Jeffrey Unterreiner co-owned King William Management Company, which operated three Dairy Queens in Missouri. The franchisor for the stores was Dairy Queen of Greater St. Louis (DQSTL), and the Trust owned DQSTL. In 2005, King William needed a loan to continue operating, so a DQSTL affiliate who was also a trustee of the Trust arranged a loan. The Unterreiners signed personal guarantees of the loan (as did their partners in King William) and a commercial security agreement. They did not know, however, that the Trust had a preexisting agreement with the bank that guaranteed all obligations of DQSTL to that bank. Indeed, the opinion notes that they didn't know the Trust existed or owned DQSTL until the adversary proceeding was filed. About a year after the loan was made, Jeffrey Unterreiner informed the bank that the business property securing the loan was not all owned by King William; he had signed papers to this effect, but said he didn't read them.
In 2007, King William defaulted on the loan and the bank pursued the Unterreiners for the money, eventually settling for $20,000. The bank then asked the Trust to repay the rest. When the Unterreiners filed for bankruptcy, the Trust filed a proceeding seeking to have the debt declared non-dischargeable due to the fraud.
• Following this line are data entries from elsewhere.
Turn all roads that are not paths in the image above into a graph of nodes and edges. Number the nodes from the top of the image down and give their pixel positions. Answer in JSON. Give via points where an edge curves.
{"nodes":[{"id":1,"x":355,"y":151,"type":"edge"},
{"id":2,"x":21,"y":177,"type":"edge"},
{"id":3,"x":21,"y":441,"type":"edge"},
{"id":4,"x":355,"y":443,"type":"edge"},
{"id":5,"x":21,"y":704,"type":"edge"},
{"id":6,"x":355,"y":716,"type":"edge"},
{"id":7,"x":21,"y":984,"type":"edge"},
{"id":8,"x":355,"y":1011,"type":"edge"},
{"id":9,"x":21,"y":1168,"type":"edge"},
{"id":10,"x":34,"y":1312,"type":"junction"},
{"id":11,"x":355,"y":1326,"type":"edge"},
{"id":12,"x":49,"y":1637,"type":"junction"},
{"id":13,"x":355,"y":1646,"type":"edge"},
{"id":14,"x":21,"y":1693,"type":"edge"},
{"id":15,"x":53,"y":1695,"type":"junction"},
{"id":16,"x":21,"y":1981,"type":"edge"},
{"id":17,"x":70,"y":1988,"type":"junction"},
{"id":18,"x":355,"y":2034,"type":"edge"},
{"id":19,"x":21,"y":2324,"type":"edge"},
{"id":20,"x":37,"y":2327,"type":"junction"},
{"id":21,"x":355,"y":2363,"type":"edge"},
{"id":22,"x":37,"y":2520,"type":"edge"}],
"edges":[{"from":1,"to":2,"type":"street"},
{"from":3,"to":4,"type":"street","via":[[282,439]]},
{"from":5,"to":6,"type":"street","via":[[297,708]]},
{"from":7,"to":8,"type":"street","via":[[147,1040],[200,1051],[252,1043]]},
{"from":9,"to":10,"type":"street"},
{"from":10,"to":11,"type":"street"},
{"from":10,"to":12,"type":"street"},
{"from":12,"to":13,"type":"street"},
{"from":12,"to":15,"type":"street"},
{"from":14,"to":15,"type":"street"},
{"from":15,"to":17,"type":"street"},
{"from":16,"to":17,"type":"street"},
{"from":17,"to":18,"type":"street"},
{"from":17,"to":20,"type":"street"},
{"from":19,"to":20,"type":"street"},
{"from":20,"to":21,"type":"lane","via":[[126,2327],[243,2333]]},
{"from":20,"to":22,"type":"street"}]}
It said that when it guaranteed the loan, it reasonably relied on the misrepresentation made by the Unterreiners that it owned the business property serving as collateral. The bankruptcy court agreed and declared the debt non-dischargeable. However, the BAP reversed on appeal. It found that because the Trust made the blanket guarantee before the loan to the Unterreiners was made, it could not possibly have relied on any misrepresentations. Thus, it did not meet the statutory requirements.
The Trust appealed to the Eighth Circuit, but the appeals court affirmed the panel's finding. The relevant statute requires the Trust to establish that the Unterreiners got something of value from the Trust by making a materially false statement that the Trust relied on. The Eighth found that the Trust could not establish two elements of that test: the Trust's reliance on their statement or that they got "money, property, services or... credit" from the Trust. The Unterreiners got a loan guarantee from DQSTL, the court said, and while a loan guarantee may or may not be credit, DQSTL is not a party to this case. Furthermore, the court said, the Trust did not rely on the Unterreiners' statement when it made the blanket guarantee of all DQSTL obligations, because the guarantee preceded the Unterreiners' loan by four years. Thus, it upheld the BAP and directed the bankruptcy court to find for the Unterreiners.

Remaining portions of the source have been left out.